Dataset:
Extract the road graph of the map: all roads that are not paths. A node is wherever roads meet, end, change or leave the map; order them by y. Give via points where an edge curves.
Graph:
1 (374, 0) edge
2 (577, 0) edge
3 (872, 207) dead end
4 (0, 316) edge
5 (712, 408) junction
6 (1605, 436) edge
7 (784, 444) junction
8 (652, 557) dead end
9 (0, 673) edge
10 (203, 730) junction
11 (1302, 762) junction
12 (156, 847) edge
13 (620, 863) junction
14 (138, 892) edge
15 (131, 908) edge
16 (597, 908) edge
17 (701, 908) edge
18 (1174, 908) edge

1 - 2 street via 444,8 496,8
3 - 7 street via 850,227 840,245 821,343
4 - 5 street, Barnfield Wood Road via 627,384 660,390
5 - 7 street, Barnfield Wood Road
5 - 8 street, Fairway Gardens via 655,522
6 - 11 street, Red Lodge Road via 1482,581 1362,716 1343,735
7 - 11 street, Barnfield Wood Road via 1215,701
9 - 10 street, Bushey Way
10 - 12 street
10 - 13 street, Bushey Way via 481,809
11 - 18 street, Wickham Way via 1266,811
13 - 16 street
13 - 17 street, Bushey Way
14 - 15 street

--

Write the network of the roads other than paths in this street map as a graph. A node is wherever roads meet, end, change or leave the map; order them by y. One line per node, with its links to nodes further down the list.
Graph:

...

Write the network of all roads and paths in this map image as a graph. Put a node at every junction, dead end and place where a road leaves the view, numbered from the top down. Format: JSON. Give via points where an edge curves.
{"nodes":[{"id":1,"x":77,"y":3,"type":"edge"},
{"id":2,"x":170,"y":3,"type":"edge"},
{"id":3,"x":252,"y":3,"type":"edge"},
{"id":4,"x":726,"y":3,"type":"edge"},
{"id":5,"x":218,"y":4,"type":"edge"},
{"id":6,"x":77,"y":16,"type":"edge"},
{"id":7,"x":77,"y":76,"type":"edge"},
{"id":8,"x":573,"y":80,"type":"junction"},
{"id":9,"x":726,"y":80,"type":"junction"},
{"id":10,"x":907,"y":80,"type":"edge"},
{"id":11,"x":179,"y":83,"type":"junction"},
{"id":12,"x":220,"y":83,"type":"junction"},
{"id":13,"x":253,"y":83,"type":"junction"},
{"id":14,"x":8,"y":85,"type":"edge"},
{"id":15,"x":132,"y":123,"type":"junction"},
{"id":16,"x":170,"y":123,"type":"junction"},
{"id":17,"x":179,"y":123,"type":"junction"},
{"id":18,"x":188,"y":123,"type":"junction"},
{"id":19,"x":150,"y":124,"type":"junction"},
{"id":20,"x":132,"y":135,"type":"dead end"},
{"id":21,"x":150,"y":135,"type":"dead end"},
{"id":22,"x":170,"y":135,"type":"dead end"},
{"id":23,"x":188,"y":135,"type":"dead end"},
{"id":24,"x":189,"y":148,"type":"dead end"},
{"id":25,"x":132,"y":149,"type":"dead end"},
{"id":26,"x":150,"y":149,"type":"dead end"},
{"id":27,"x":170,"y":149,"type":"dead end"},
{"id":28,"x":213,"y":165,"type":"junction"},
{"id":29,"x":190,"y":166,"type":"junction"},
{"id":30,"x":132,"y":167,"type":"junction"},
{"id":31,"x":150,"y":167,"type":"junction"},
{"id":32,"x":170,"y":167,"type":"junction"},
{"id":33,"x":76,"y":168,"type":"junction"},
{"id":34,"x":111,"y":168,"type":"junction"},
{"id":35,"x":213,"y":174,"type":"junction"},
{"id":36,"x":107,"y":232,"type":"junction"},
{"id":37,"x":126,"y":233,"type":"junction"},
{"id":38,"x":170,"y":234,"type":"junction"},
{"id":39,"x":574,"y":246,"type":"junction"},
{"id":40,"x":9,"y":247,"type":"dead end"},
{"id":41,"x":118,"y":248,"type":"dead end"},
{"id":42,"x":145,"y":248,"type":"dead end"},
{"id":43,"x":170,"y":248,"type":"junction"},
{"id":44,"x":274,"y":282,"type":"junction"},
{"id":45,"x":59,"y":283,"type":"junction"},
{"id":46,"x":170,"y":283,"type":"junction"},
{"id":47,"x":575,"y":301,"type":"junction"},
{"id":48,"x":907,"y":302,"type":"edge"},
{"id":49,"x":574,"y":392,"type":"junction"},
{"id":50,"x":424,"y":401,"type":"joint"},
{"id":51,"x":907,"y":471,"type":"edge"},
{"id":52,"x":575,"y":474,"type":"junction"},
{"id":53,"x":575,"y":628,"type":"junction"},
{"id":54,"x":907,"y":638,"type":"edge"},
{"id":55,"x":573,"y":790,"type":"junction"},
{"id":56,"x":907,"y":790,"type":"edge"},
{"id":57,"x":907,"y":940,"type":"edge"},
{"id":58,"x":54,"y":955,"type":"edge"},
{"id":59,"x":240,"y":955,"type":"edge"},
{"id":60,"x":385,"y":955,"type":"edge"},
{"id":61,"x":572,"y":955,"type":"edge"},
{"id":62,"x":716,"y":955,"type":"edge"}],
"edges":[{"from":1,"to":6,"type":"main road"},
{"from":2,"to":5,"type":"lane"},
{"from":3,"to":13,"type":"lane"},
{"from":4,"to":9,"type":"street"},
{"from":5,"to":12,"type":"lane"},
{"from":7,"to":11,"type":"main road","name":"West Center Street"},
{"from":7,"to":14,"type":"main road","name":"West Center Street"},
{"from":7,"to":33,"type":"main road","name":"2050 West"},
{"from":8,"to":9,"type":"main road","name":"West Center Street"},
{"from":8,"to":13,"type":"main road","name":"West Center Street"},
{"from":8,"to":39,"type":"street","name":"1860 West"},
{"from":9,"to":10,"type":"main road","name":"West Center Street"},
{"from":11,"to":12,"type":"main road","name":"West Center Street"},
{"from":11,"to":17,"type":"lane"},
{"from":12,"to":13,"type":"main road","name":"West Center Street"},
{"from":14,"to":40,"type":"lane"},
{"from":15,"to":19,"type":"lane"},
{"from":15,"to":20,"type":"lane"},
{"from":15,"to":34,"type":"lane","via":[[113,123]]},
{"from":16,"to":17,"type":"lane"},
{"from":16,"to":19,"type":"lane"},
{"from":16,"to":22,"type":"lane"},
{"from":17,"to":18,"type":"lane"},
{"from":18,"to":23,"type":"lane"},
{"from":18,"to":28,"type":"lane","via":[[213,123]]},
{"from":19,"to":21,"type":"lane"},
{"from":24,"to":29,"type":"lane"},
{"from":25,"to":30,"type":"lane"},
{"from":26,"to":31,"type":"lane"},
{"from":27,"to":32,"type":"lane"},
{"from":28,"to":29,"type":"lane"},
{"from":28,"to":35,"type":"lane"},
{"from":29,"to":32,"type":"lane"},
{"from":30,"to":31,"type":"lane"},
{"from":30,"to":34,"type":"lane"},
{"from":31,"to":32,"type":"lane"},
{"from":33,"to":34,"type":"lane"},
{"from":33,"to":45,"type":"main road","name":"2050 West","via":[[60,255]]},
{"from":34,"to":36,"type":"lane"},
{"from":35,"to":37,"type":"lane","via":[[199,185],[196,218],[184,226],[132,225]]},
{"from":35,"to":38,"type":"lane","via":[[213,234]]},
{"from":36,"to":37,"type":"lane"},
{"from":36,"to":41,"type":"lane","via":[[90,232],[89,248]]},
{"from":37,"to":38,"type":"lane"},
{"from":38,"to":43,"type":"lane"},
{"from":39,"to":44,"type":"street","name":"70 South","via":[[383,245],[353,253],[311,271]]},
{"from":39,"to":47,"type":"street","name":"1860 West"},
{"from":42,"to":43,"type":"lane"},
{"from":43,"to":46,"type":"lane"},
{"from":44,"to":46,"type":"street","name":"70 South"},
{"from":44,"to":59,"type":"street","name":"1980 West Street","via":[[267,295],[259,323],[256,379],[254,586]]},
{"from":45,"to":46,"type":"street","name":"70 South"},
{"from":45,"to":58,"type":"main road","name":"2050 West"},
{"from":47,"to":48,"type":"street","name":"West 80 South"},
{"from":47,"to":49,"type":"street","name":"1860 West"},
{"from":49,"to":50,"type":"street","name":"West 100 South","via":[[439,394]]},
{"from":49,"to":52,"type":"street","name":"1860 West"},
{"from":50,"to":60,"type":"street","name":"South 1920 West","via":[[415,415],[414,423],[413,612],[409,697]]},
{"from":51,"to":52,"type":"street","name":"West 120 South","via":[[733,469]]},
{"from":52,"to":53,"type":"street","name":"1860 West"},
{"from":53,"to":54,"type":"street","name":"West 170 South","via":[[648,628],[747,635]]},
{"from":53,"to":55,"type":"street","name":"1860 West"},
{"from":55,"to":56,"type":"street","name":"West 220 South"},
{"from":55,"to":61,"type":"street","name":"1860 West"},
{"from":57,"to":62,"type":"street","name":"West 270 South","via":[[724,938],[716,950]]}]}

Exercise brief:
The answer must be a single number: the count of lines in the listing that hold the string "change".

Exercise output:
2